The bat fauna discovered at Riversleigh is also diverse: literally millions (according to Archer et al. 1996) of bat bones are known from there, representing (as of 1996) ‘more than 35 different kinds of bats’ (p. 135). Interestingly, at least five of them are megadermatids. And what’s really interesting is that many of the Riversleigh bird bones represent those same skeletal elements that megadermatids drop from the bird carcasses they eat, and possess damage matching that caused by megadermatids. It therefore seems that megadermatids were important accumulators of the avian remains discovered at Riversleigh (Boles 1999, p. 88).
It’s well known that owls are important accumulators of vertebrate remains, particularly in caves, but this is the first study showing that bats play this role as well. Given that, as discussed above, there are other tetrapod-eating bats elsewhere in the world, it would be interesting to know if these species also produce piles of bones beneath their roosts. I wonder if anyone has looked.
Megadermatids are well known as predators of smaller tetrapods, so no one would be really surprised to hear about any of the stuff I’ve just discussed above. But you might be surprised to learn, as I was, that an inoffensive little vespertilionid is also an awesome tetrapod predator. That’s what we’ll be looking at in the next post. PS - for the latest news on Tetrapod Zoology - including posts on vampire bats - do go here.

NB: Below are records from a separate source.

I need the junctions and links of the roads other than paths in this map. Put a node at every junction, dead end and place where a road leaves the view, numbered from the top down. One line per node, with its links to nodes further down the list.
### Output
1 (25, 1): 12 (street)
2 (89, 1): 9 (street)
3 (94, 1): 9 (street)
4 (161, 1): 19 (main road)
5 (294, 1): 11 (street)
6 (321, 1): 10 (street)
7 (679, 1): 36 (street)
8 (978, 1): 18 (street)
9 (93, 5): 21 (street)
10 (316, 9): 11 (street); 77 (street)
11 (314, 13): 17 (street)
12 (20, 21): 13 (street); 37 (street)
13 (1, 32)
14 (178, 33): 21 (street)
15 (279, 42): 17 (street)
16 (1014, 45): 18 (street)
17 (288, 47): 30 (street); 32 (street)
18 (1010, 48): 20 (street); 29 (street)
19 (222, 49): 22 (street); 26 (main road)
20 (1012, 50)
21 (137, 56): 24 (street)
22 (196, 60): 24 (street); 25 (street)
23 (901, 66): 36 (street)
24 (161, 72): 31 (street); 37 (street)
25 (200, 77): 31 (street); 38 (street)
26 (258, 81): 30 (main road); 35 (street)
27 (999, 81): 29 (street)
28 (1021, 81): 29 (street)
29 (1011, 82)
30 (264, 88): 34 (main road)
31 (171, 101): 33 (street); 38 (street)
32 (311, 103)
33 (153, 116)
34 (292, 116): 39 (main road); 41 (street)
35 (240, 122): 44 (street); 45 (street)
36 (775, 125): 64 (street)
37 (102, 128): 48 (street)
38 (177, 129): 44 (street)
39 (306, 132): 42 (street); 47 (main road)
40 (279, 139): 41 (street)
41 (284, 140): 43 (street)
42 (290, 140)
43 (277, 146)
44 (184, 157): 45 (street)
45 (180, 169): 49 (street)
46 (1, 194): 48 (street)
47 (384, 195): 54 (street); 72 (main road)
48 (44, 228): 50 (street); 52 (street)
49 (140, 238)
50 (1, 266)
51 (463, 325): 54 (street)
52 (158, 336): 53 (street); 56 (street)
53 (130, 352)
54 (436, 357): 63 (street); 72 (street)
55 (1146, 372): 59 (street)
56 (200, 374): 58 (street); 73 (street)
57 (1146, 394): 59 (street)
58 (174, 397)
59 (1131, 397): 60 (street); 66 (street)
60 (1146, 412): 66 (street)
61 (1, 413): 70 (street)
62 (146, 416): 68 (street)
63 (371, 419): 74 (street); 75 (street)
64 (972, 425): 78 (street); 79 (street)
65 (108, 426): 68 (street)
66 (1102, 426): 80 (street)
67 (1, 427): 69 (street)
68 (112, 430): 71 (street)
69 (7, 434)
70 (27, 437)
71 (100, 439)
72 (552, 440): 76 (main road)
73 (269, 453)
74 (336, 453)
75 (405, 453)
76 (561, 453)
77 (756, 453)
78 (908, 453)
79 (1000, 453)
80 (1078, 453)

The Macroderma image was borrowed from Perth Zoo's site.
Refs - -
Altringham, J. D. 1999. Bats: Biology and Behaviour. Oxford University Press, Oxford.
Archer, M., Hand, S. J. & Godthelp, H. 1996. Riversleigh: The Story of Animals in Ancient Rainforests of Inland Australia. Reed Books, Kew, Victoria.
Boles, W. E. 1993. Pengana robertbolesi, a peculiar bird of prey from the Tertiary of Riversleigh, northwestern Queensland, Australia. Alcheringa 17, 19-25.
- . 1999. Avian prey of the Australian ghost bat Macroderma gigas (Microchiroptera: Megadermatidae): prey characteristics and damage from predation. Australian Zoologist 31, 82-91.
Hill, J. E. & Smith, J. D. 1984. Bats: a Natural History. British Museum (Natural History), London.
Kulzer, E., Nelson, J. E., McKean, J. L. & Moehres, F. P. 1984. Prey-catching behaviour and echolocation in the Australian ghost bat, Macroderma gigas (Microchiroptera, Megadermatidae). Australian Mammalogy 7, 37-50.